(Stored entries)
§

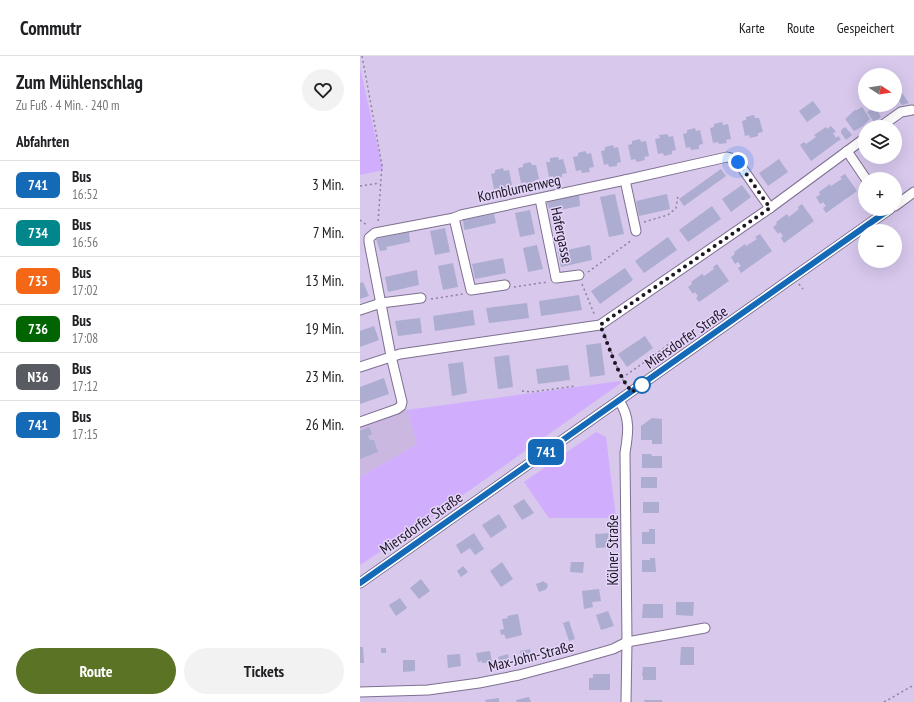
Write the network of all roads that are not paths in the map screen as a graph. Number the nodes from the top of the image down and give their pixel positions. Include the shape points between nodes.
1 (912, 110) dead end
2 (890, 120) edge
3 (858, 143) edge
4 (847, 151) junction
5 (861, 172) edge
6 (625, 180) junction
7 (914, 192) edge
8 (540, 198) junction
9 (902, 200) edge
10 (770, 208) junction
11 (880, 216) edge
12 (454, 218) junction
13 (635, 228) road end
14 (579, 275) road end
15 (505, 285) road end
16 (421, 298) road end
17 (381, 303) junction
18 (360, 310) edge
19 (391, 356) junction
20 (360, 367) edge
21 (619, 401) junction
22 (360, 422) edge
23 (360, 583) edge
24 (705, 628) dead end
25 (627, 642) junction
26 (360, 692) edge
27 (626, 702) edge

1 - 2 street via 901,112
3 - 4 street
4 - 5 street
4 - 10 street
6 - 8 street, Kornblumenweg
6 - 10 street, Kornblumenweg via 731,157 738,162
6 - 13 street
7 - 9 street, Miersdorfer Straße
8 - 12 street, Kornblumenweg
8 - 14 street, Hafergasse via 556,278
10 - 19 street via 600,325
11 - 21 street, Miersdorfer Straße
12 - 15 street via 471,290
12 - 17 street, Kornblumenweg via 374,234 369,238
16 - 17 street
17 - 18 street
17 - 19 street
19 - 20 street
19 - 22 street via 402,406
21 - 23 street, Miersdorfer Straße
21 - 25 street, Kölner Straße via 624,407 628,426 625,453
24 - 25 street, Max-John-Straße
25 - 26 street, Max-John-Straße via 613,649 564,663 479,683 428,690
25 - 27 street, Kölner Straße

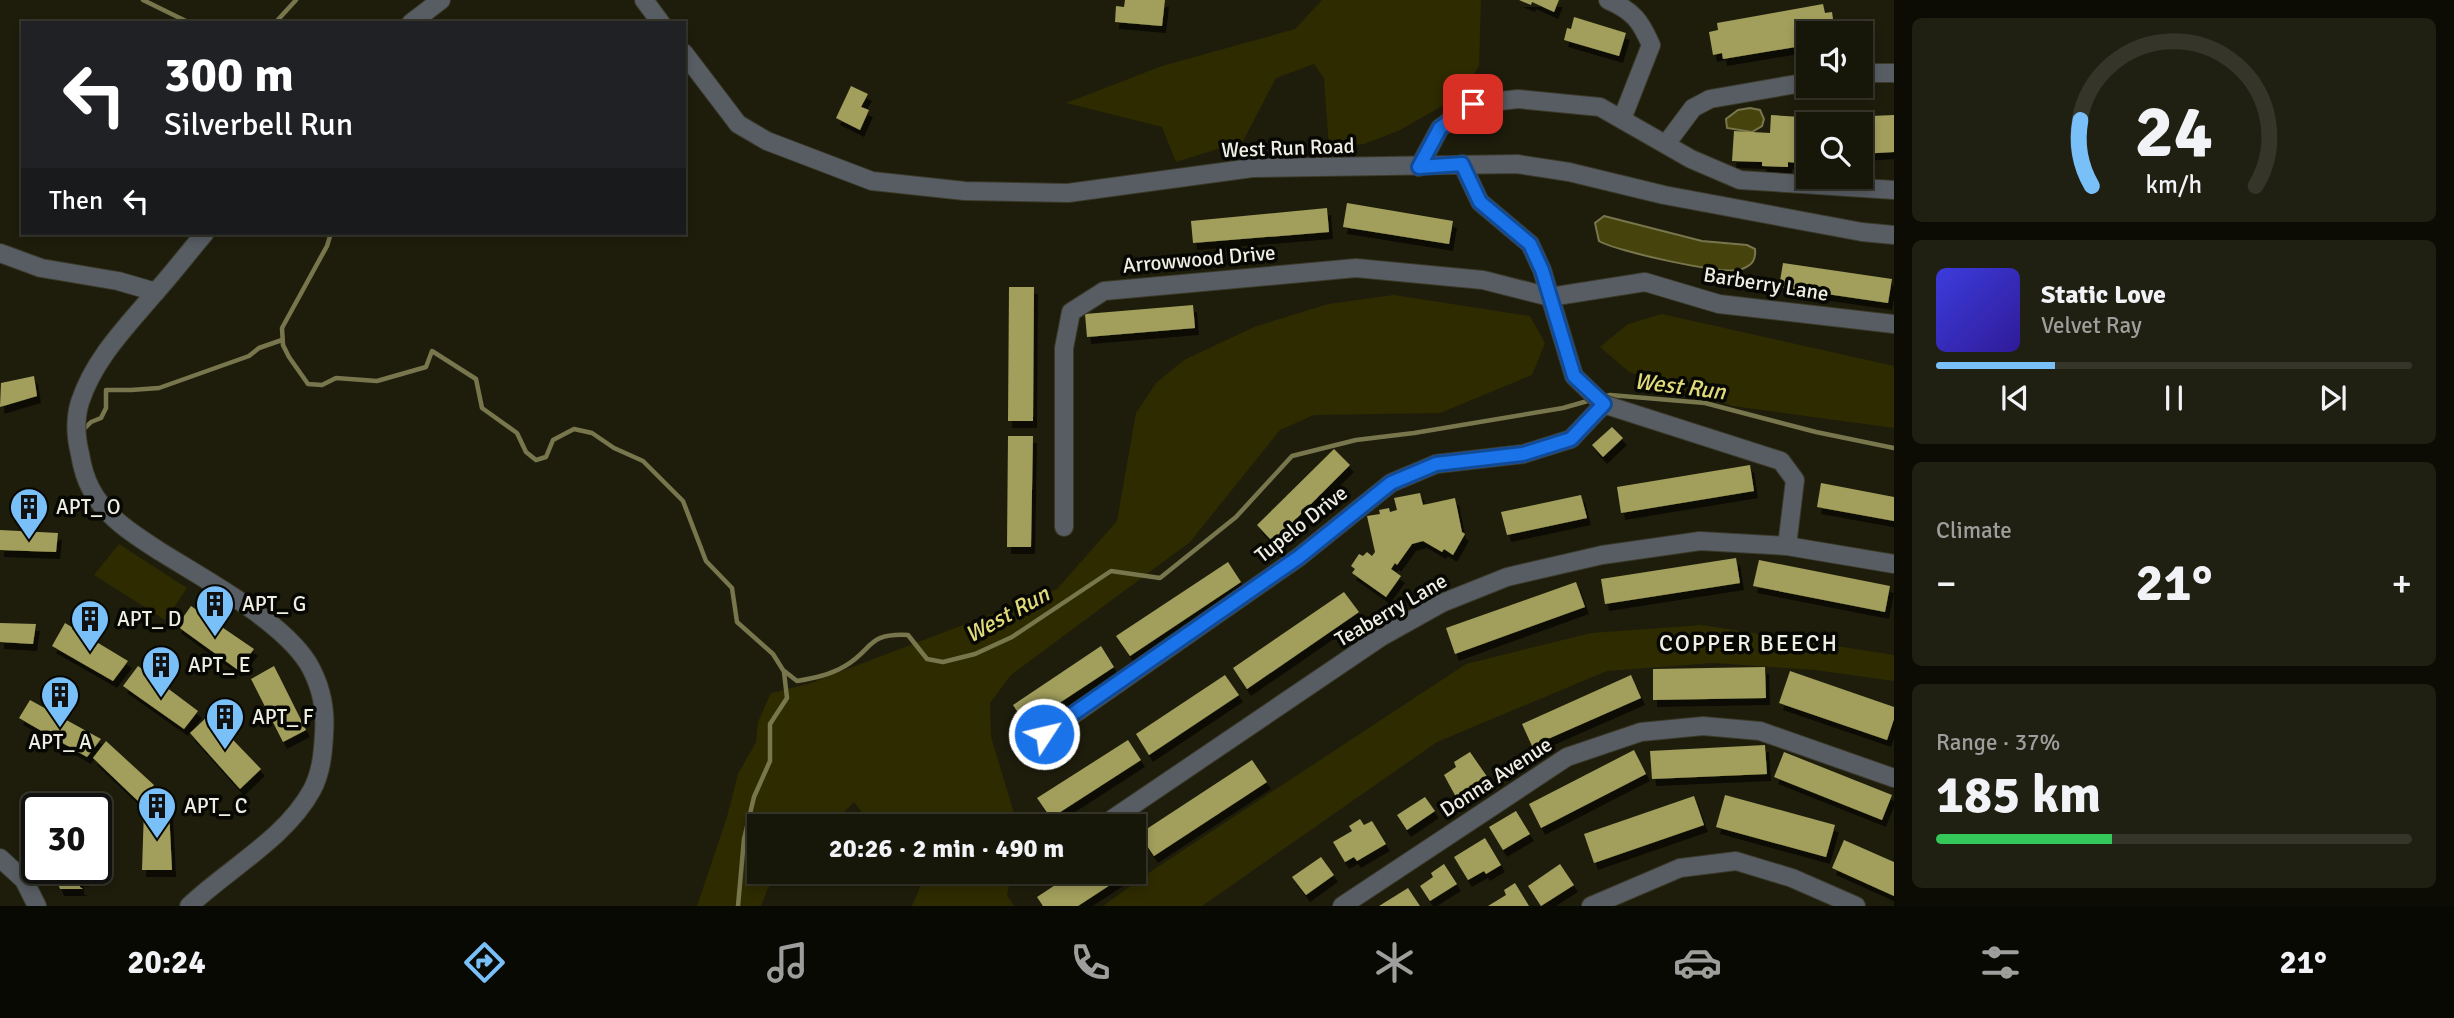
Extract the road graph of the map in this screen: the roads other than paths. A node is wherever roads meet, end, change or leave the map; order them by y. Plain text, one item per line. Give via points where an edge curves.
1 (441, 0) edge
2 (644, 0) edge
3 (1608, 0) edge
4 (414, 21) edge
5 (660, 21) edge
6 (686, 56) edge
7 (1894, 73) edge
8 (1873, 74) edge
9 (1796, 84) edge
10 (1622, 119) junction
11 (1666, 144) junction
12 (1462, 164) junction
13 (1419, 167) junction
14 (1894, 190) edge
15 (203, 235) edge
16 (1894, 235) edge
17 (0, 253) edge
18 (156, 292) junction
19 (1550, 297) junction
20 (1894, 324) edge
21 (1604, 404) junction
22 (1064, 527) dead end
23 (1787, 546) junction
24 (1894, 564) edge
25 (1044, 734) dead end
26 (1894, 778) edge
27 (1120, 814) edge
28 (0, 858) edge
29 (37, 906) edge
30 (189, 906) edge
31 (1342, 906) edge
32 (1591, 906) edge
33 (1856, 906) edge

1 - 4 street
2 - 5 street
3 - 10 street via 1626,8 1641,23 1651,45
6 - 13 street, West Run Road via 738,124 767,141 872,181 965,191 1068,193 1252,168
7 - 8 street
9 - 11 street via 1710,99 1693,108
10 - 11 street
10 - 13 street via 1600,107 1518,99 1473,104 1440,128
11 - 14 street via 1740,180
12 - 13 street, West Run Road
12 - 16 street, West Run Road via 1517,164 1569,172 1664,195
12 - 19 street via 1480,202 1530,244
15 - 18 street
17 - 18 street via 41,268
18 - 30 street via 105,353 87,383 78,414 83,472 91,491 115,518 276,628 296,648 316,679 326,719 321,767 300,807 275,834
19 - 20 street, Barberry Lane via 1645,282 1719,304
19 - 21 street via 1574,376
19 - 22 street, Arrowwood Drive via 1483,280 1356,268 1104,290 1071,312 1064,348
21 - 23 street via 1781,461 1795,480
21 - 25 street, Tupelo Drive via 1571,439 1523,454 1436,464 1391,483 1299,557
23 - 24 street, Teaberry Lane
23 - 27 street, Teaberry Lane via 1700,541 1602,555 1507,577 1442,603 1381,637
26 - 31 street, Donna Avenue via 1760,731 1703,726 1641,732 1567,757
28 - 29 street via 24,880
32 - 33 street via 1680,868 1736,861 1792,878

§

* How to complete this task:
Copy out each line in the preceding records that contains "graph".

* Result:
Write the network of all roads that are not paths in the map screen as a graph. Number the nodes from the top of the image down and give their pixel positions. Include the shape points between nodes.
Extract the road graph of the map in this screen: the roads other than paths. A node is wherever roads meet, end, change or leave the map; order them by y. Plain text, one item per line. Give via points where an edge curves.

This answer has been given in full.